株式会社グラスト(以下、GRUST)では、社員がワクワクして働き、成長できる職場づくりを目指して、社内制度もプロポーズ休暇や失恋休暇、サ活(サウナ活動の略)支援制度など、ユニークなものが多く存在します。
また「ビジネスで必要なものは、会社でまかなうべき」という考えから、ストッキングなどの備品サポートやランチ代サポートなど、社員の金銭的負担を減らすような制度も多くあります。

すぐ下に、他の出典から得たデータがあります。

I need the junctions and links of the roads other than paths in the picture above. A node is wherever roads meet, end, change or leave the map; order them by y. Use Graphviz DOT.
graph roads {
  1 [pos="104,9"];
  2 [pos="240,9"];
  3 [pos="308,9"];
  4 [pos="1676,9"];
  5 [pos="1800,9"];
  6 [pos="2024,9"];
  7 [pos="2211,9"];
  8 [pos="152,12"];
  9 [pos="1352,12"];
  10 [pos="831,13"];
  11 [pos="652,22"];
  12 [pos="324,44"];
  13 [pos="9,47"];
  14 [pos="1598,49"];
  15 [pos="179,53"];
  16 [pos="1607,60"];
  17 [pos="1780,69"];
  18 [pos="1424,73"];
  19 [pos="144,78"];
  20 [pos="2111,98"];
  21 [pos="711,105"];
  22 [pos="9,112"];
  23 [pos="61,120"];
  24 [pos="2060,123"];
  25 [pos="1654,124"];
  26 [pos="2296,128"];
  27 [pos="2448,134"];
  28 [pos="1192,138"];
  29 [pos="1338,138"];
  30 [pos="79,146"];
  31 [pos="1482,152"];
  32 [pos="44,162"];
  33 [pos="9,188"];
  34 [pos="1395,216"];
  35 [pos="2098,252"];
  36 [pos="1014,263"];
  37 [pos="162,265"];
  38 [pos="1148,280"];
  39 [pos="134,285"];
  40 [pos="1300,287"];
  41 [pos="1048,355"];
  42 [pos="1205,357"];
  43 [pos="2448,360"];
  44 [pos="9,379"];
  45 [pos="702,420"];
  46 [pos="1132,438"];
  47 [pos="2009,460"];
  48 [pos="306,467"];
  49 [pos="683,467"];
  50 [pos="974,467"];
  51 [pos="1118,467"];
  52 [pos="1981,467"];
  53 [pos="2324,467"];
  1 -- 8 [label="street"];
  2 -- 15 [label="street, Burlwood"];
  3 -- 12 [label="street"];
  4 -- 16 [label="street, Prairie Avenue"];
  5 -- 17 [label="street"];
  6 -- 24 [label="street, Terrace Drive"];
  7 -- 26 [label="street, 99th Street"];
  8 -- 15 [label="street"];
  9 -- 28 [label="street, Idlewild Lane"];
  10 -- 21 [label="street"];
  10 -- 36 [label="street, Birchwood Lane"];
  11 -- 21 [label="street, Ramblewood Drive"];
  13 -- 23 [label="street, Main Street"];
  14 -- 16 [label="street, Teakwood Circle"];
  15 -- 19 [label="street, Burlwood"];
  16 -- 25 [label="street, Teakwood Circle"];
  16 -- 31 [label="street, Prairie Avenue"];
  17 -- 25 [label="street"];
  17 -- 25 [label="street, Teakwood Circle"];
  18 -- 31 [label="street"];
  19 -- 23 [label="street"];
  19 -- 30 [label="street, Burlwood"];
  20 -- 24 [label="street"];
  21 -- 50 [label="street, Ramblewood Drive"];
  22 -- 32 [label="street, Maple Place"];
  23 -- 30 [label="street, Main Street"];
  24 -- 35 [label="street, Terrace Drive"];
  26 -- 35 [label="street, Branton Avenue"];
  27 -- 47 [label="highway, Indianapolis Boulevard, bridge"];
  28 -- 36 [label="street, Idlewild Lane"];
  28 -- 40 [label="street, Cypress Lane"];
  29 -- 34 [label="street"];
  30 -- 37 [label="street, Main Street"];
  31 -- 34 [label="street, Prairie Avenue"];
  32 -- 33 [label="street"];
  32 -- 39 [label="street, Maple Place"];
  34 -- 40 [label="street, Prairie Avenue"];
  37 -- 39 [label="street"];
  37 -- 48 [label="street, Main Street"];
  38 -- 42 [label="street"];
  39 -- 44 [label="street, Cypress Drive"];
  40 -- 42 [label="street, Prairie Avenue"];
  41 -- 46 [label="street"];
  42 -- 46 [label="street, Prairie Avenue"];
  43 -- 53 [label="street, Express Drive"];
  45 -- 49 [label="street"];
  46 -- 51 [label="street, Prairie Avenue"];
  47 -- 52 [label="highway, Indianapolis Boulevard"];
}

そこで今回、GRUST 人事広報部の池澤、塩崎にインタビュー。なぜGRUSTではユニークな社内制度を設けているのか、またどのように社内制度を企画したり制度化しているのかをご紹介いたします。
GRUSTがユニークな社内制度をつくる理由「社員がワクワクして働ける会社でありたい」
―― あらためてGRUSTではどういった社内制度があるのか教えて下さい。
池澤:現在は16の社内制度があり、たとえばユニークなものですとブロークンハート(失恋休暇)制度という、失恋したら最大5営業日の休暇を取れるというものがあります。この制度は、ある社員が婚約目前に破局してしまったことがキッカケで生まれました。まわりの社員も心配するくらい、ショックで仕事が手につかない様子だったので、それであれば休んで心身ともにリフレッシュしたほうがいいよと。

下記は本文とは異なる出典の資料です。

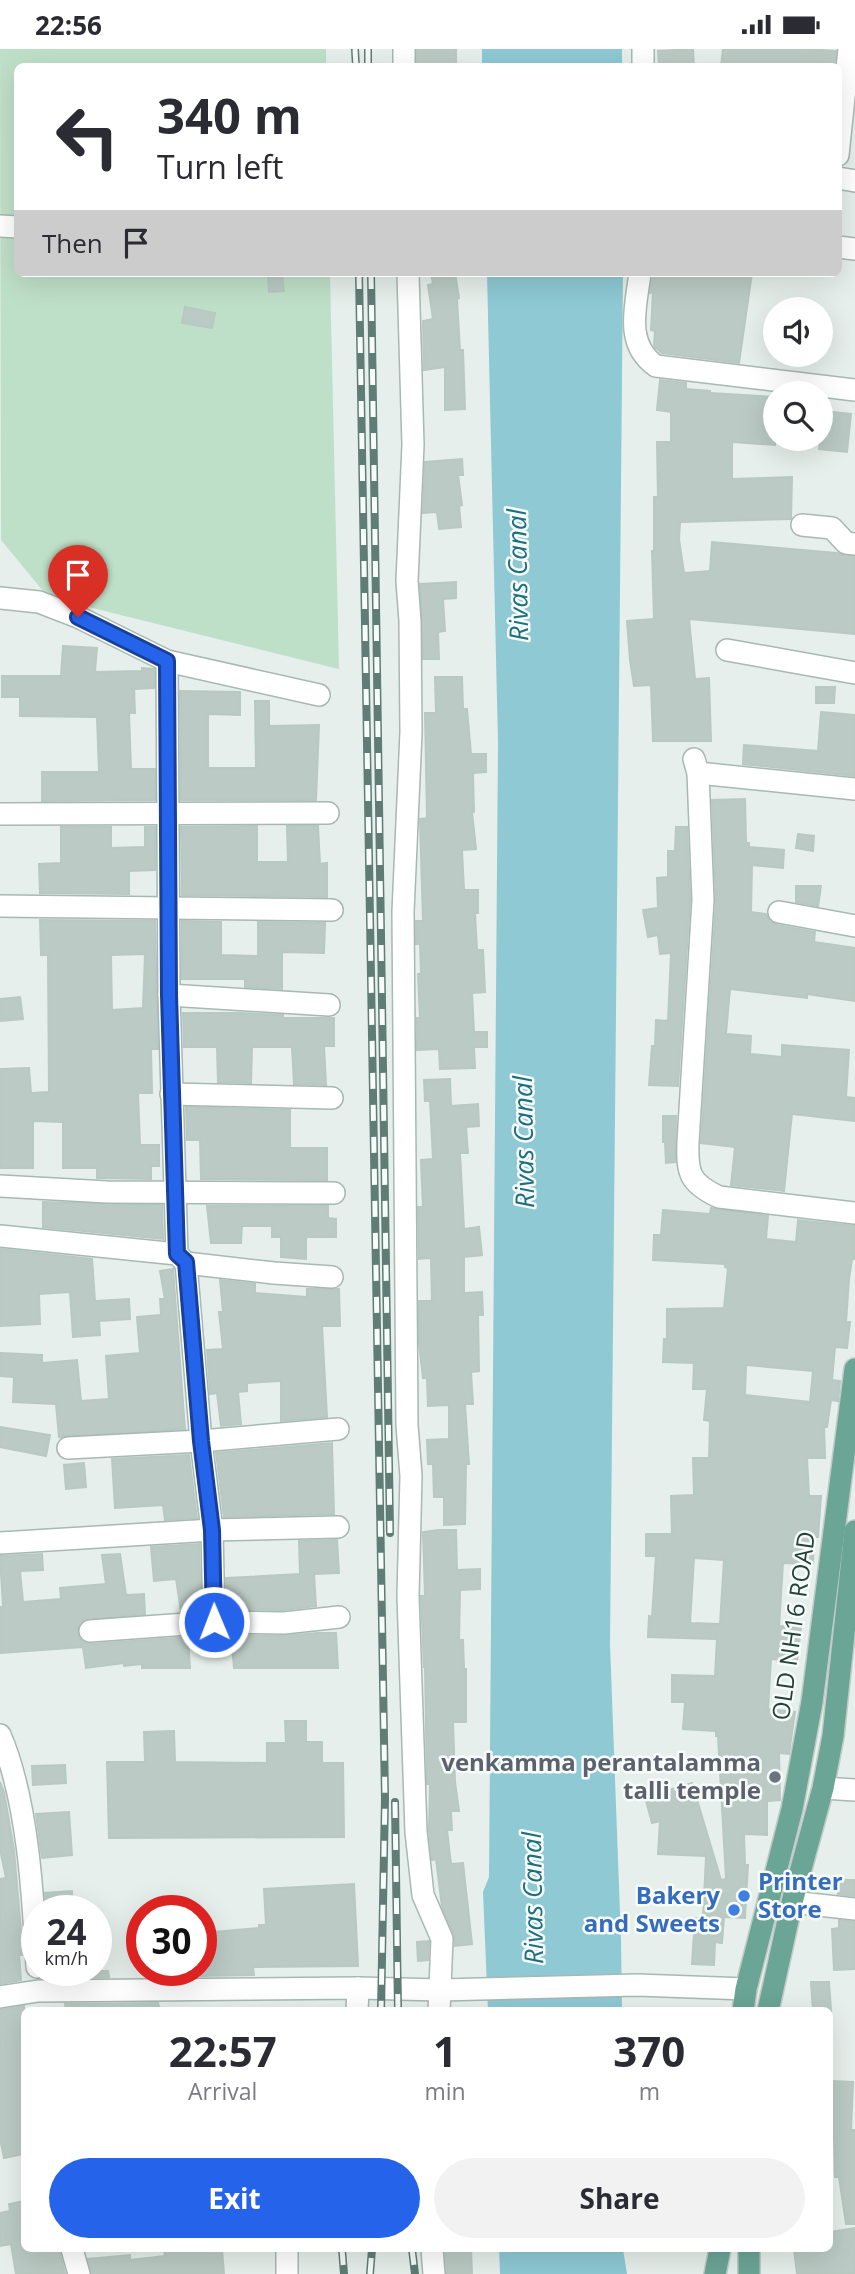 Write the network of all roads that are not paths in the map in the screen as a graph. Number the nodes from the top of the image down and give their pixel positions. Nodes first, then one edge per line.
1 (849, 49) edge
2 (842, 116) edge
3 (408, 277) edge
4 (639, 277) edge
5 (855, 390) edge
6 (802, 525) dead end
7 (855, 544) edge
8 (0, 598) edge
9 (727, 650) dead end
10 (167, 661) junction
11 (855, 673) edge
12 (318, 695) dead end
13 (855, 789) edge
14 (169, 813) junction
15 (328, 813) dead end
16 (0, 814) edge
17 (0, 906) edge
18 (169, 907) junction
19 (332, 909) dead end
20 (779, 912) dead end
21 (855, 926) edge
22 (169, 995) junction
23 (329, 1005) dead end
24 (171, 1094) junction
25 (332, 1098) dead end
26 (0, 1186) edge
27 (175, 1191) junction
28 (334, 1193) dead end
29 (855, 1213) edge
30 (0, 1236) edge
31 (182, 1258) junction
32 (331, 1277) dead end
33 (855, 1369) edge
34 (338, 1429) dead end
35 (201, 1441) junction
36 (68, 1448) dead end
37 (338, 1527) dead end
38 (212, 1530) junction
39 (855, 1531) edge
40 (0, 1543) edge
41 (852, 1585) edge
42 (339, 1617) dead end
43 (214, 1622) junction
44 (90, 1632) dead end
45 (0, 1735) edge
46 (822, 1788) junction
47 (855, 1790) edge
48 (30, 1895) edge
49 (792, 1902) junction
50 (855, 1909) edge
51 (33, 1986) edge
52 (112, 1986) edge
53 (358, 1988) junction
54 (746, 1989) junction
55 (0, 1997) edge
56 (440, 2001) edge
57 (357, 2007) edge
58 (744, 2007) edge
59 (769, 2007) edge
60 (73, 2252) edge
61 (287, 2252) edge
62 (432, 2252) edge
63 (720, 2252) edge
64 (721, 2252) edge
65 (749, 2252) edge
66 (79, 2274) edge
67 (288, 2274) edge
68 (434, 2274) edge
69 (715, 2274) edge
70 (722, 2274) edge
71 (749, 2274) edge

1 - 2 street
3 - 56 street
4 - 5 street
6 - 7 street
8 - 10 street
9 - 11 street
10 - 12 street
10 - 14 street
13 - 29 street
14 - 15 street
14 - 16 street
14 - 18 street
17 - 18 street
18 - 19 street
18 - 22 street
20 - 21 street
22 - 23 street
22 - 24 street
24 - 25 street
24 - 27 street
26 - 27 street
27 - 28 street
27 - 31 street
30 - 31 street
31 - 32 street
31 - 35 street
33 - 54 main road, OLD NH16 ROAD
34 - 35 street
35 - 36 street
35 - 38 street
37 - 38 street
38 - 40 street
38 - 43 street
39 - 41 main road, OLD NH16 ROAD
41 - 46 main road, OLD NH16 ROAD
42 - 43 street
43 - 44 street
45 - 48 street
46 - 47 street
46 - 49 main road, OLD NH16 ROAD
49 - 50 street
49 - 59 main road, OLD NH16 ROAD
51 - 55 street
52 - 53 street
53 - 56 street
53 - 57 street
54 - 56 street
54 - 58 main road, OLD NH16 ROAD
60 - 66 street
61 - 67 street
62 - 68 street
63 - 69 main road
64 - 70 main road
65 - 71 main road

ライフイベントって、結婚や出産といったポジティブなものだけでなく、大失恋含めネガティブなライフイベントもあるじゃないですか。そこで会社としてもそうした社員を少しでもサポートできるような、受け皿となる制度があってもいいと思うんですね。
ユニークな制度として、他にはアメニティ制度というのもあります。ビジネスマンとしての清潔感を保つために必要なちょっとした備品、たとえば制汗スプレーや汗拭きシート、またハンドクリームやリップクリーム、さらにはネクタイやストッキングなどを用意しています。
塩崎:GRUSTは女性社員も多いので、特にストッキングが用意されているのは嬉しいですよね。ちょっとストッキングが破けてしまったときに、買いに行くのも手間がかかりますから、会社に備品として用意してあるのはとても助かっています。

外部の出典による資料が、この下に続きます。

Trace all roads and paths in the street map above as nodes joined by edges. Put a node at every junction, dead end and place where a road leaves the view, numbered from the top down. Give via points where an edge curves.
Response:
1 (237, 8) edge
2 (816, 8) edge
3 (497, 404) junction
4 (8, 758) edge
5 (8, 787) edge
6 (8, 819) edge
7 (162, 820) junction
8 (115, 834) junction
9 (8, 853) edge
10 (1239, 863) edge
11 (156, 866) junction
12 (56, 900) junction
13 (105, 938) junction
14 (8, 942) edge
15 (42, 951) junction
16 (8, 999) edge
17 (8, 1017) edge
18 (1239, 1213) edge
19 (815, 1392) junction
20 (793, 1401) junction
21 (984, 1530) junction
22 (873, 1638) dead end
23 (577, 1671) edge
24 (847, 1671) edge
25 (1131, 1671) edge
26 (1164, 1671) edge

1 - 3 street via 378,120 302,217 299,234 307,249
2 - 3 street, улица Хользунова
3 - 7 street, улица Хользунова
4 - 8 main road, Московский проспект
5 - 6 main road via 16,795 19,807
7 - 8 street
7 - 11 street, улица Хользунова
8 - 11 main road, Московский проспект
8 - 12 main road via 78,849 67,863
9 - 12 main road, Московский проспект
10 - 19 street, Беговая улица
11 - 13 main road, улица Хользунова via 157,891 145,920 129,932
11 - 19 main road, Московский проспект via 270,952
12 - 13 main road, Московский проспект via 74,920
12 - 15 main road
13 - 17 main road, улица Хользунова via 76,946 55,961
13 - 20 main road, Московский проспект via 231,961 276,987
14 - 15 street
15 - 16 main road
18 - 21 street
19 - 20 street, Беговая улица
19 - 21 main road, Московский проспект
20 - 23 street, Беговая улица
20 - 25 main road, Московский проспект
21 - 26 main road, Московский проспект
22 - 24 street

池澤:あとは100円前後で買えるお菓子をオフィスに用意している企業も多いと思うのですが、GRUSTではお菓子やカップラーメンなどを無償で用意しています。もともとは独身社員の食をサポートするといった意味合いでシングルサポート制度と名付けていますが、誰でも食べていいようになっています。
ただ、カップラーメンなどだけだと栄養バランスが偏ってしまい、それを会社が推奨するのも良くないので、最近は100円でお惣菜を買えるようにしたりと、健康面をケアした形を模索しながら進めています。
写真右:池澤、写真左:塩崎
―― なぜ、そういったユニークな社内制度をつくっているのでしょうか?
池澤:GRUSTは社員みんながワクワクして働ける、成長できる会社でありたいと考えていて、それが社内制度を充実させている大きな理由です。
というのもGRUSTは創業10年目のタイミングで、社名や企業理念含め、企業ブランドの再構築を行いました。そのタイミングで、いろいろな業種、業界の企業を調べたりもしていたのですが、採用にはコストをかけるけれども、入社した社員に対しての待遇が良くない企業というのが少なくないと感じたんですね。
そこでGRUSTに入社してくれた社員が働きやすい、従業員満足度の高い環境をつくっていくために、賃金形態や評価制度はもちろん、社内制度含めて充実させていこうと。特に社内制度に関しては他社よりも充実させていきたいと思い、定期的に新しい社内制度を企画して導入したり、既存の制度をブラッシュアップしたりしています。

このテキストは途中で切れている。